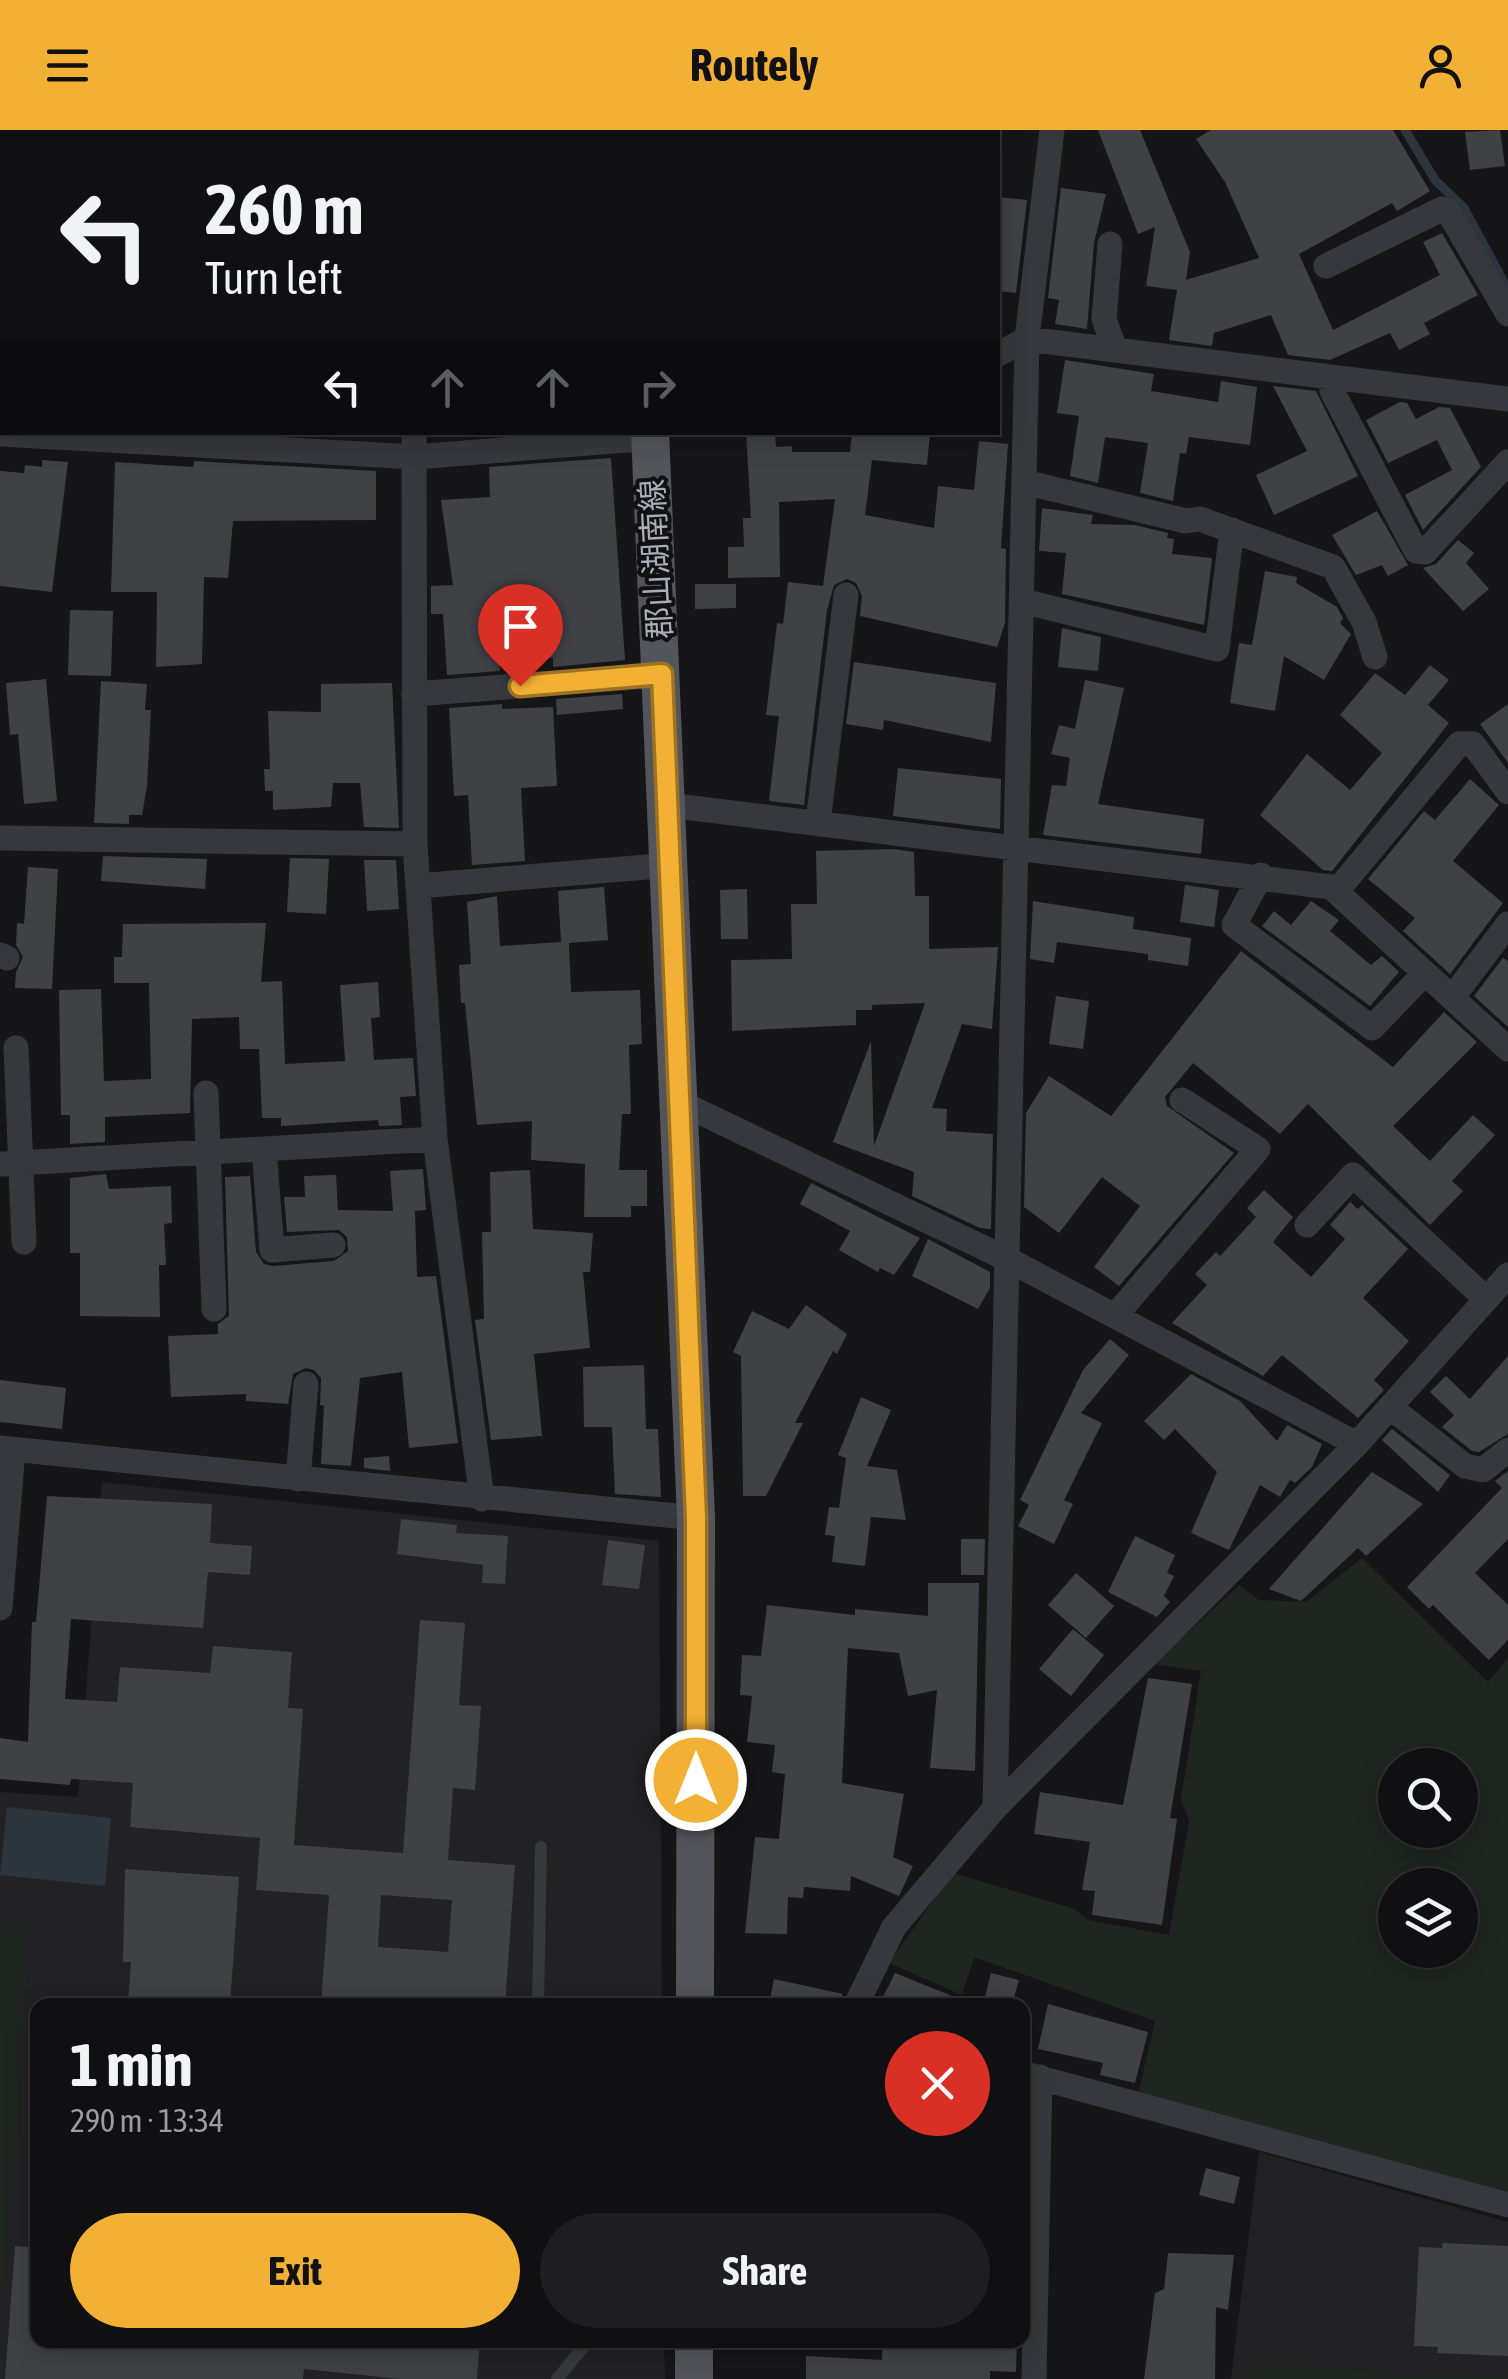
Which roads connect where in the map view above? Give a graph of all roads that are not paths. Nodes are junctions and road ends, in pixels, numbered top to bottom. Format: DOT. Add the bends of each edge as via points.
graph roads {
  1 [pos="1052,130"];
  2 [pos="1110,244"];
  3 [pos="1326,266"];
  4 [pos="1508,314"];
  5 [pos="1027,339"];
  6 [pos="1116,350"];
  7 [pos="1000,353"];
  8 [pos="1332,376"];
  9 [pos="1508,399"];
  10 [pos="38,435"];
  11 [pos="650,435"];
  12 [pos="414,445"];
  13 [pos="1508,462"];
  14 [pos="1024,482"];
  15 [pos="1232,530"];
  16 [pos="846,595"];
  17 [pos="1022,601"];
  18 [pos="1375,657"];
  19 [pos="662,674"];
  20 [pos="414,694"];
  21 [pos="1508,792"];
  22 [pos="668,805"];
  23 [pos="818,822"];
  24 [pos="0,838"];
  25 [pos="415,844"];
  26 [pos="1018,846"];
  27 [pos="671,865"];
  28 [pos="1261,876"];
  29 [pos="418,886"];
  30 [pos="1336,892"];
  31 [pos="1508,924"];
  32 [pos="1425,973"];
  33 [pos="1452,998"];
  34 [pos="16,1048"];
  35 [pos="1508,1049"];
  36 [pos="206,1093"];
  37 [pos="1182,1100"];
  38 [pos="681,1103"];
  39 [pos="435,1139"];
  40 [pos="264,1149"];
  41 [pos="206,1152"];
  42 [pos="11,1163"];
  43 [pos="1307,1225"];
  44 [pos="24,1242"];
  45 [pos="334,1244"];
  46 [pos="1007,1259"];
  47 [pos="1508,1275"];
  48 [pos="1486,1299"];
  49 [pos="214,1310"];
  50 [pos="1115,1316"];
  51 [pos="306,1384"];
  52 [pos="1390,1407"];
  53 [pos="1357,1444"];
  54 [pos="6,1449"];
  55 [pos="1508,1450"];
  56 [pos="298,1479"];
  57 [pos="482,1499"];
  58 [pos="696,1518"];
  59 [pos="0,1608"];
  60 [pos="995,1808"];
  61 [pos="540,1847"];
  62 [pos="538,1998"];
  63 [pos="695,1998"];
  64 [pos="859,1998"];
  65 [pos="1031,2075"];
  66 [pos="1508,2204"];
  67 [pos="582,2348"];
  68 [pos="694,2348"];
  69 [pos="557,2379"];
  70 [pos="694,2379"];
  71 [pos="1034,2379"];
  1 -- 5 [label="street"];
  2 -- 6 [label="street" via="1104,320"];
  3 -- 4 [label="street" via="1442,209"];
  5 -- 6 [label="street"];
  5 -- 7 [label="street"];
  5 -- 14 [label="street"];
  6 -- 8 [label="street"];
  8 -- 9 [label="street"];
  8 -- 13 [label="street" via="1332,390 1416,551 1424,552"];
  10 -- 12 [label="street"];
  11 -- 12 [label="street"];
  11 -- 19 [label="main road, 郡山湖南線"];
  12 -- 20 [label="street"];
  14 -- 15 [label="street"];
  14 -- 17 [label="street"];
  15 -- 17 [label="street" via="1217,650"];
  15 -- 18 [label="street" via="1334,567"];
  16 -- 23 [label="street"];
  17 -- 26 [label="street"];
  19 -- 20 [label="street"];
  19 -- 22 [label="main road, 郡山湖南線"];
  20 -- 25 [label="street"];
  21 -- 30 [label="street" via="1473,744 1459,744"];
  22 -- 23 [label="street"];
  22 -- 27 [label="main road, 郡山湖南線"];
  23 -- 26 [label="street"];
  24 -- 25 [label="street"];
  25 -- 29 [label="street"];
  26 -- 28 [label="street"];
  26 -- 46 [label="street"];
  27 -- 29 [label="street"];
  27 -- 38 [label="main road, 郡山湖南線"];
  28 -- 30 [label="street"];
  28 -- 32 [label="street" via="1234,925 1372,1028"];
  29 -- 39 [label="street"];
  30 -- 32 [label="street"];
  31 -- 33 [label="street"];
  32 -- 33 [label="street"];
  33 -- 35 [label="street"];
  34 -- 42 [label="street"];
  36 -- 41 [label="street"];
  37 -- 50 [label="street" via="1258,1149"];
  38 -- 46 [label="street"];
  38 -- 58 [label="main road, 郡山湖南線"];
  39 -- 40 [label="street"];
  39 -- 57 [label="street"];
  40 -- 41 [label="street"];
  40 -- 45 [label="street" via="272,1250"];
  41 -- 42 [label="street"];
  41 -- 49 [label="street"];
  42 -- 44 [label="street"];
  43 -- 48 [label="street" via="1353,1174"];
  46 -- 50 [label="street"];
  46 -- 60 [label="street"];
  47 -- 48 [label="street"];
  48 -- 52 [label="street"];
  50 -- 53 [label="street"];
  51 -- 56 [label="street"];
  52 -- 53 [label="street"];
  52 -- 55 [label="street" via="1465,1466 1482,1470"];
  53 -- 60 [label="street"];
  54 -- 56 [label="street"];
  54 -- 59 [label="street"];
  56 -- 57 [label="street"];
  57 -- 58 [label="street"];
  58 -- 63 [label="main road, 郡山湖南線"];
  60 -- 64 [label="street" via="894,1928"];
  61 -- 62 [label="lane"];
  65 -- 66 [label="street"];
  65 -- 71 [label="street"];
  67 -- 69 [label="lane"];
  68 -- 70 [label="main road"];
}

+-------+

◆ TASK STATEMENT: Give the data above again in full and unchanged, skipping the pictures.

◆ EXERCISE RESPONSE:
Which roads connect where in the map view above? Give a graph of all roads that are not paths. Nodes are junctions and road ends, in pixels, numbered top to bottom. Format: DOT. Add the bends of each edge as via points.
graph roads {
  1 [pos="1052,130"];
  2 [pos="1110,244"];
  3 [pos="1326,266"];
  4 [pos="1508,314"];
  5 [pos="1027,339"];
  6 [pos="1116,350"];
  7 [pos="1000,353"];
  8 [pos="1332,376"];
  9 [pos="1508,399"];
  10 [pos="38,435"];
  11 [pos="650,435"];
  12 [pos="414,445"];
  13 [pos="1508,462"];
  14 [pos="1024,482"];
  15 [pos="1232,530"];
  16 [pos="846,595"];
  17 [pos="1022,601"];
  18 [pos="1375,657"];
  19 [pos="662,674"];
  20 [pos="414,694"];
  21 [pos="1508,792"];
  22 [pos="668,805"];
  23 [pos="818,822"];
  24 [pos="0,838"];
  25 [pos="415,844"];
  26 [pos="1018,846"];
  27 [pos="671,865"];
  28 [pos="1261,876"];
  29 [pos="418,886"];
  30 [pos="1336,892"];
  31 [pos="1508,924"];
  32 [pos="1425,973"];
  33 [pos="1452,998"];
  34 [pos="16,1048"];
  35 [pos="1508,1049"];
  36 [pos="206,1093"];
  37 [pos="1182,1100"];
  38 [pos="681,1103"];
  39 [pos="435,1139"];
  40 [pos="264,1149"];
  41 [pos="206,1152"];
  42 [pos="11,1163"];
  43 [pos="1307,1225"];
  44 [pos="24,1242"];
  45 [pos="334,1244"];
  46 [pos="1007,1259"];
  47 [pos="1508,1275"];
  48 [pos="1486,1299"];
  49 [pos="214,1310"];
  50 [pos="1115,1316"];
  51 [pos="306,1384"];
  52 [pos="1390,1407"];
  53 [pos="1357,1444"];
  54 [pos="6,1449"];
  55 [pos="1508,1450"];
  56 [pos="298,1479"];
  57 [pos="482,1499"];
  58 [pos="696,1518"];
  59 [pos="0,1608"];
  60 [pos="995,1808"];
  61 [pos="540,1847"];
  62 [pos="538,1998"];
  63 [pos="695,1998"];
  64 [pos="859,1998"];
  65 [pos="1031,2075"];
  66 [pos="1508,2204"];
  67 [pos="582,2348"];
  68 [pos="694,2348"];
  69 [pos="557,2379"];
  70 [pos="694,2379"];
  71 [pos="1034,2379"];
  1 -- 5 [label="street"];
  2 -- 6 [label="street" via="1104,320"];
  3 -- 4 [label="street" via="1442,209"];
  5 -- 6 [label="street"];
  5 -- 7 [label="street"];
  5 -- 14 [label="street"];
  6 -- 8 [label="street"];
  8 -- 9 [label="street"];
  8 -- 13 [label="street" via="1332,390 1416,551 1424,552"];
  10 -- 12 [label="street"];
  11 -- 12 [label="street"];
  11 -- 19 [label="main road, 郡山湖南線"];
  12 -- 20 [label="street"];
  14 -- 15 [label="street"];
  14 -- 17 [label="street"];
  15 -- 17 [label="street" via="1217,650"];
  15 -- 18 [label="street" via="1334,567"];
  16 -- 23 [label="street"];
  17 -- 26 [label="street"];
  19 -- 20 [label="street"];
  19 -- 22 [label="main road, 郡山湖南線"];
  20 -- 25 [label="street"];
  21 -- 30 [label="street" via="1473,744 1459,744"];
  22 -- 23 [label="street"];
  22 -- 27 [label="main road, 郡山湖南線"];
  23 -- 26 [label="street"];
  24 -- 25 [label="street"];
  25 -- 29 [label="street"];
  26 -- 28 [label="street"];
  26 -- 46 [label="street"];
  27 -- 29 [label="street"];
  27 -- 38 [label="main road, 郡山湖南線"];
  28 -- 30 [label="street"];
  28 -- 32 [label="street" via="1234,925 1372,1028"];
  29 -- 39 [label="street"];
  30 -- 32 [label="street"];
  31 -- 33 [label="street"];
  32 -- 33 [label="street"];
  33 -- 35 [label="street"];
  34 -- 42 [label="street"];
  36 -- 41 [label="street"];
  37 -- 50 [label="street" via="1258,1149"];
  38 -- 46 [label="street"];
  38 -- 58 [label="main road, 郡山湖南線"];
  39 -- 40 [label="street"];
  39 -- 57 [label="street"];
  40 -- 41 [label="street"];
  40 -- 45 [label="street" via="272,1250"];
  41 -- 42 [label="street"];
  41 -- 49 [label="street"];
  42 -- 44 [label="street"];
  43 -- 48 [label="street" via="1353,1174"];
  46 -- 50 [label="street"];
  46 -- 60 [label="street"];
  47 -- 48 [label="street"];
  48 -- 52 [label="street"];
  50 -- 53 [label="street"];
  51 -- 56 [label="street"];
  52 -- 53 [label="street"];
  52 -- 55 [label="street" via="1465,1466 1482,1470"];
  53 -- 60 [label="street"];
  54 -- 56 [label="street"];
  54 -- 59 [label="street"];
  56 -- 57 [label="street"];
  57 -- 58 [label="street"];
  58 -- 63 [label="main road, 郡山湖南線"];
  60 -- 64 [label="street" via="894,1928"];
  61 -- 62 [label="lane"];
  65 -- 66 [label="street"];
  65 -- 71 [label="street"];
  67 -- 69 [label="lane"];
  68 -- 70 [label="main road"];
}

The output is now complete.